For the entries that follow, say how many lines hold the string "Ceibos", with nothing else in the reply.

------------------------------------------------------------

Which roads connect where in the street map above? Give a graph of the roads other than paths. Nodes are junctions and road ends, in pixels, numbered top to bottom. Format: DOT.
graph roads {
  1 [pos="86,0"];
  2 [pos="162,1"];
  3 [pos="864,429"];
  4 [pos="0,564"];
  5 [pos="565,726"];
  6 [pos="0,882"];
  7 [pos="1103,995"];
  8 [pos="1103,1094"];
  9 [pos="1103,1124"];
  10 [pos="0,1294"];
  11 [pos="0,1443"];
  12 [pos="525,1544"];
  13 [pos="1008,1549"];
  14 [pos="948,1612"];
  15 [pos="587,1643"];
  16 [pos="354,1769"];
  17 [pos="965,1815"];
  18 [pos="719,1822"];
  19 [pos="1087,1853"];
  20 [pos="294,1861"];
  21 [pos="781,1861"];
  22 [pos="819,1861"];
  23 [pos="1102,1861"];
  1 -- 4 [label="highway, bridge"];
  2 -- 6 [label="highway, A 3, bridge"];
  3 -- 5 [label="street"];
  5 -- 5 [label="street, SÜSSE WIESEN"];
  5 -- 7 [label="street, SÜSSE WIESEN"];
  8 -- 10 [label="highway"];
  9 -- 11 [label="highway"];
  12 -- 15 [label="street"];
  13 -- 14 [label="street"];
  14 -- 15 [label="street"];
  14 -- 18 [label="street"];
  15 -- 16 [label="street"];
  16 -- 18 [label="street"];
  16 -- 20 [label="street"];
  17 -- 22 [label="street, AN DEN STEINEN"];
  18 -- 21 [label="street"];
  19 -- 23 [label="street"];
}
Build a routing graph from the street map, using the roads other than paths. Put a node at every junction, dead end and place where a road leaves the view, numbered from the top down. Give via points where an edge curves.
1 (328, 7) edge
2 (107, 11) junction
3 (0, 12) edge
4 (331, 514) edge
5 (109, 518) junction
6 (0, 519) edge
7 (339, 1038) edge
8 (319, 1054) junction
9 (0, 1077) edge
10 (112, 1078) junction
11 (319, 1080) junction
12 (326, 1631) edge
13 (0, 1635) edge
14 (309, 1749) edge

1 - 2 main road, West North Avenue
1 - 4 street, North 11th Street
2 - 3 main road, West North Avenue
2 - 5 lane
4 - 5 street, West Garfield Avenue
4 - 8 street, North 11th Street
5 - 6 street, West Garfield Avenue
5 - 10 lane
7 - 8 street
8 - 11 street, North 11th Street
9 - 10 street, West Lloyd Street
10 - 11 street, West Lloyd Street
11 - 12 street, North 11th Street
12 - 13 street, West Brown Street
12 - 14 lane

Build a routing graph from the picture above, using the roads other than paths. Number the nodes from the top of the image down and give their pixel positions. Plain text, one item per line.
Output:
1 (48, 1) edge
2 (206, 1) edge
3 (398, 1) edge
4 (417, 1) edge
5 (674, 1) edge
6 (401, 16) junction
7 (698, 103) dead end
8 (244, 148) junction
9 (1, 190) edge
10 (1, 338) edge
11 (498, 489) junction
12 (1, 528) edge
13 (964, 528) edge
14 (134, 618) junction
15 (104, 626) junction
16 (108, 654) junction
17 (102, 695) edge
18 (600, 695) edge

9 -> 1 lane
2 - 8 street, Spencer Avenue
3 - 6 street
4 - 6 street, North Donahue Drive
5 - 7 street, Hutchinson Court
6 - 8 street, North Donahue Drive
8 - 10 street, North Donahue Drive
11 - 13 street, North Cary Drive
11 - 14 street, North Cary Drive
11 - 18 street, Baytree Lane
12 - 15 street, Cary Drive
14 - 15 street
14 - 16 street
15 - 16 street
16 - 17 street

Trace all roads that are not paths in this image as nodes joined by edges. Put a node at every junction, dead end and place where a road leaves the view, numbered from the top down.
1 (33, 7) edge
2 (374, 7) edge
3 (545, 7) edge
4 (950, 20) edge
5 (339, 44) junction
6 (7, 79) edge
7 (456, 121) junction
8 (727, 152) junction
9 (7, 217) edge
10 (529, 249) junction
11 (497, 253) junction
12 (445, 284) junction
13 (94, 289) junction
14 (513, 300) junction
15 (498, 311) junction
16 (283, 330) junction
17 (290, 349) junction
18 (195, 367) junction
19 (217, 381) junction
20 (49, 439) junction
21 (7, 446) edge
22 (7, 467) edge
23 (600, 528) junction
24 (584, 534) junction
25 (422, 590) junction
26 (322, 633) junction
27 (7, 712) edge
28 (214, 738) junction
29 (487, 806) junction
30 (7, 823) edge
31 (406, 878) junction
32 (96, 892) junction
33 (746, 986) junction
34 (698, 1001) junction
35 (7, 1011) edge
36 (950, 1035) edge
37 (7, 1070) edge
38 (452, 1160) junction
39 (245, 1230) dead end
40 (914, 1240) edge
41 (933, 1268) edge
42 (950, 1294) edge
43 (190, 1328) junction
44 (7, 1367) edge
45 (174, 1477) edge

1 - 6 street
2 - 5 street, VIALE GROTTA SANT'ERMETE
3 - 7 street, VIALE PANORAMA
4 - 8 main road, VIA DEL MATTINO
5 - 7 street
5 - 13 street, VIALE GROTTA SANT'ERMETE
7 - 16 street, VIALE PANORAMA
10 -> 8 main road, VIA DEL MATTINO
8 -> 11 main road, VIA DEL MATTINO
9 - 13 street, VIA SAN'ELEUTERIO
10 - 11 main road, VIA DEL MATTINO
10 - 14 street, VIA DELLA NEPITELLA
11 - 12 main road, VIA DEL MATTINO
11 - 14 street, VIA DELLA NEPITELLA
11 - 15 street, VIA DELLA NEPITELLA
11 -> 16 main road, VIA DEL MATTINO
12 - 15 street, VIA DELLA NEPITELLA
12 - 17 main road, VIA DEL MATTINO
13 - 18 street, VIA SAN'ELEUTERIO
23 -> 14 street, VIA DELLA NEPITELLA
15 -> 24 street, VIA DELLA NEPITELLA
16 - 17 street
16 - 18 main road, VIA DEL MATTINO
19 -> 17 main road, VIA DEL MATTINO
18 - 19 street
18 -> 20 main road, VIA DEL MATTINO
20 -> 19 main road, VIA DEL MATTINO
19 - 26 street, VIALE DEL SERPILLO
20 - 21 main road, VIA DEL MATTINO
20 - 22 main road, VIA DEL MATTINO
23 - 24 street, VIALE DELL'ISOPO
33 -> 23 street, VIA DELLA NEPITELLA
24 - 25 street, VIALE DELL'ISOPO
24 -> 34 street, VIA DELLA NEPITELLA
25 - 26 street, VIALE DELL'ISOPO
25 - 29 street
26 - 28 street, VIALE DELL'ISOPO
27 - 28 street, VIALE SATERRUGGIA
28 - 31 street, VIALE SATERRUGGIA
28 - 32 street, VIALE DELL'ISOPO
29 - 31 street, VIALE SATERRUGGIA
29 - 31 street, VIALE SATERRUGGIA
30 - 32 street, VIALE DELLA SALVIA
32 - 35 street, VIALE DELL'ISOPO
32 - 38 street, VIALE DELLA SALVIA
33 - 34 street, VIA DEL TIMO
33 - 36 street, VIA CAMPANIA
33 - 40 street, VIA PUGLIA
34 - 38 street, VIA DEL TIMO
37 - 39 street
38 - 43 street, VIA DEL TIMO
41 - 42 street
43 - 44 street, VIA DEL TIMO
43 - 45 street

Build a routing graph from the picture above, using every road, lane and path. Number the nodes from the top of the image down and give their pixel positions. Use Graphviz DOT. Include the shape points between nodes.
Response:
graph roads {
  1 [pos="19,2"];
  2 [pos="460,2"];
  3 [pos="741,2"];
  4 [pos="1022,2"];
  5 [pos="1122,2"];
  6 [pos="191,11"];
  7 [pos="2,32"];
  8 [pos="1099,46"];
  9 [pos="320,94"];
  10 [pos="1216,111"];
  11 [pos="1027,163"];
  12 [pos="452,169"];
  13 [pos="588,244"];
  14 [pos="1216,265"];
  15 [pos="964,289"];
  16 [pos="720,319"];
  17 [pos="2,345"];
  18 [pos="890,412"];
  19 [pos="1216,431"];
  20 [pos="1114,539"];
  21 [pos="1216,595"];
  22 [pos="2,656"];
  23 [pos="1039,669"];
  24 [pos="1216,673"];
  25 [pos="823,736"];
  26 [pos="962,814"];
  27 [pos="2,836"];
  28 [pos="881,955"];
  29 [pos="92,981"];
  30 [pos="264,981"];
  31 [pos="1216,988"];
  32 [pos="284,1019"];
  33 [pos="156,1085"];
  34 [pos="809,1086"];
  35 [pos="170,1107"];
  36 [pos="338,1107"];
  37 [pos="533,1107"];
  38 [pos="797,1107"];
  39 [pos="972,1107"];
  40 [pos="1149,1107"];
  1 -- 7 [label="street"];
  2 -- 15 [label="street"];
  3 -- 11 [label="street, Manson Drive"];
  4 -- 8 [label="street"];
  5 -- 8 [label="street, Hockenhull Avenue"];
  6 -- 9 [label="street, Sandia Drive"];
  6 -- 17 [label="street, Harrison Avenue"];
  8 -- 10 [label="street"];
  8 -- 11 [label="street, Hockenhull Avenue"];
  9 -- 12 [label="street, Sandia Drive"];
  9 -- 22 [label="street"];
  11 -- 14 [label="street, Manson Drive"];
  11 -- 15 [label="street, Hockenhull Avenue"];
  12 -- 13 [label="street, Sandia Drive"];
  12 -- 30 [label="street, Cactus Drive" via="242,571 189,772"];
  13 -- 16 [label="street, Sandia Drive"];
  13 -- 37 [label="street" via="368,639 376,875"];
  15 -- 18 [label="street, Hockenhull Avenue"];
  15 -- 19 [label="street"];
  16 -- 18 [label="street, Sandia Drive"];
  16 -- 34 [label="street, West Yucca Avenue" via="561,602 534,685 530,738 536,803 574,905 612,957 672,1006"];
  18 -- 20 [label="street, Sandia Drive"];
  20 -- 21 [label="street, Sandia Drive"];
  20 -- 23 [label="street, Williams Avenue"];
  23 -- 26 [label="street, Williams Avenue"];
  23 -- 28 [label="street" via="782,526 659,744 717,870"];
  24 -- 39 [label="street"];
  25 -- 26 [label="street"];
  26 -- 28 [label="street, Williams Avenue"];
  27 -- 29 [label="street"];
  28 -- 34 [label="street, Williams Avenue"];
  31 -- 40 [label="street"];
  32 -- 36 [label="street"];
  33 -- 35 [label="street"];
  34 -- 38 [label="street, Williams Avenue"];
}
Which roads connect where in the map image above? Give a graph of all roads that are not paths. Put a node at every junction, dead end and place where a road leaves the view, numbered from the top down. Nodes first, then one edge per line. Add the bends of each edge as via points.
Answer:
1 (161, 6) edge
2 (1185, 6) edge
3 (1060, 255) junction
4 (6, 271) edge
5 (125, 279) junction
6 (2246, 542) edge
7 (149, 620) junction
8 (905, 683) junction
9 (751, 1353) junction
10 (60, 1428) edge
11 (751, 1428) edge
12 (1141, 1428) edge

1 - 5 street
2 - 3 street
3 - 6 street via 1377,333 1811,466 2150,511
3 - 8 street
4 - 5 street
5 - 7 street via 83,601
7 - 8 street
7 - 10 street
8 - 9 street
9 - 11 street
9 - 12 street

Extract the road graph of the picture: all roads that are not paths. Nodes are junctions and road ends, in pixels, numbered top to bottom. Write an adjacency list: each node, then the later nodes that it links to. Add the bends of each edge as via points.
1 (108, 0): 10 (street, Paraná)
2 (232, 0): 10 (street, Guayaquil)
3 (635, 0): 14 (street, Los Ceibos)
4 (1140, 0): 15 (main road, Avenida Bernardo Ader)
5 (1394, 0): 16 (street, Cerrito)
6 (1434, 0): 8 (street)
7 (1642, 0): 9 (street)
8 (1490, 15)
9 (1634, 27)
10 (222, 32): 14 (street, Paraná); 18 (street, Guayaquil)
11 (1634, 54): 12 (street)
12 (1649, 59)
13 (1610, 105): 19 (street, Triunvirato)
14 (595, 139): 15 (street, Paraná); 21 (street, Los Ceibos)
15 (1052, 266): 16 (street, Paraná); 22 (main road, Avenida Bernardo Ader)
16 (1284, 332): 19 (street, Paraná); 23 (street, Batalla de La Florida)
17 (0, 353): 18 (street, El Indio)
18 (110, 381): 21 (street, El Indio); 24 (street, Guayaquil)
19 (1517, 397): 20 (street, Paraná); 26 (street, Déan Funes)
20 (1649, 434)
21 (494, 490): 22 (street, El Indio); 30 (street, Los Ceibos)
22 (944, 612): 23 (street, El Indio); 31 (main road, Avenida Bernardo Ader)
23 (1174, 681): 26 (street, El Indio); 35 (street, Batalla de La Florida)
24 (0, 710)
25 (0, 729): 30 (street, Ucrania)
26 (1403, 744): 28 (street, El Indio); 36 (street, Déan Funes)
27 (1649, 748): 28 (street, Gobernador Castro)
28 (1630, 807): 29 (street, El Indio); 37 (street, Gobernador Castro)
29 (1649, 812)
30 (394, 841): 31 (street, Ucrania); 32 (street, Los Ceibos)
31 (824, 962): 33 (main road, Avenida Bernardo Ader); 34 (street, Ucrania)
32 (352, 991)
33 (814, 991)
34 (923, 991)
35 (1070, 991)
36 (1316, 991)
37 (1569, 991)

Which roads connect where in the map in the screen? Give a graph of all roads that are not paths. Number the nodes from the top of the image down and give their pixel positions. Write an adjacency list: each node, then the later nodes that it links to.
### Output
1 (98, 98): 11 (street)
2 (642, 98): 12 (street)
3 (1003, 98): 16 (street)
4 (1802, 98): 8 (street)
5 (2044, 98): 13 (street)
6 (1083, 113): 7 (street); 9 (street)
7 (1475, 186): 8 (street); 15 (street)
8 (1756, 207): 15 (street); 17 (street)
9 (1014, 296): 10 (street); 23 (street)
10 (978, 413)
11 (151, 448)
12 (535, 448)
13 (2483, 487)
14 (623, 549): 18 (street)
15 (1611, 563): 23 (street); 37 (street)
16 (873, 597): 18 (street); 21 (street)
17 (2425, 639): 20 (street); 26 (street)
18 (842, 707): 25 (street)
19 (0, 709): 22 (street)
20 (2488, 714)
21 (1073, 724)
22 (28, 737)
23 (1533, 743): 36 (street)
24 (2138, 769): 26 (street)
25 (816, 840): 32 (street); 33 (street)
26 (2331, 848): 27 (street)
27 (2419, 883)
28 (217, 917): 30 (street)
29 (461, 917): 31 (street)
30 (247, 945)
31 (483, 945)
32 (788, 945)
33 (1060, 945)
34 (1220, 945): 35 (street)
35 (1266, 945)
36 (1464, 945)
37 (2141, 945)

------------------------------------------------------------

## Expected answer
4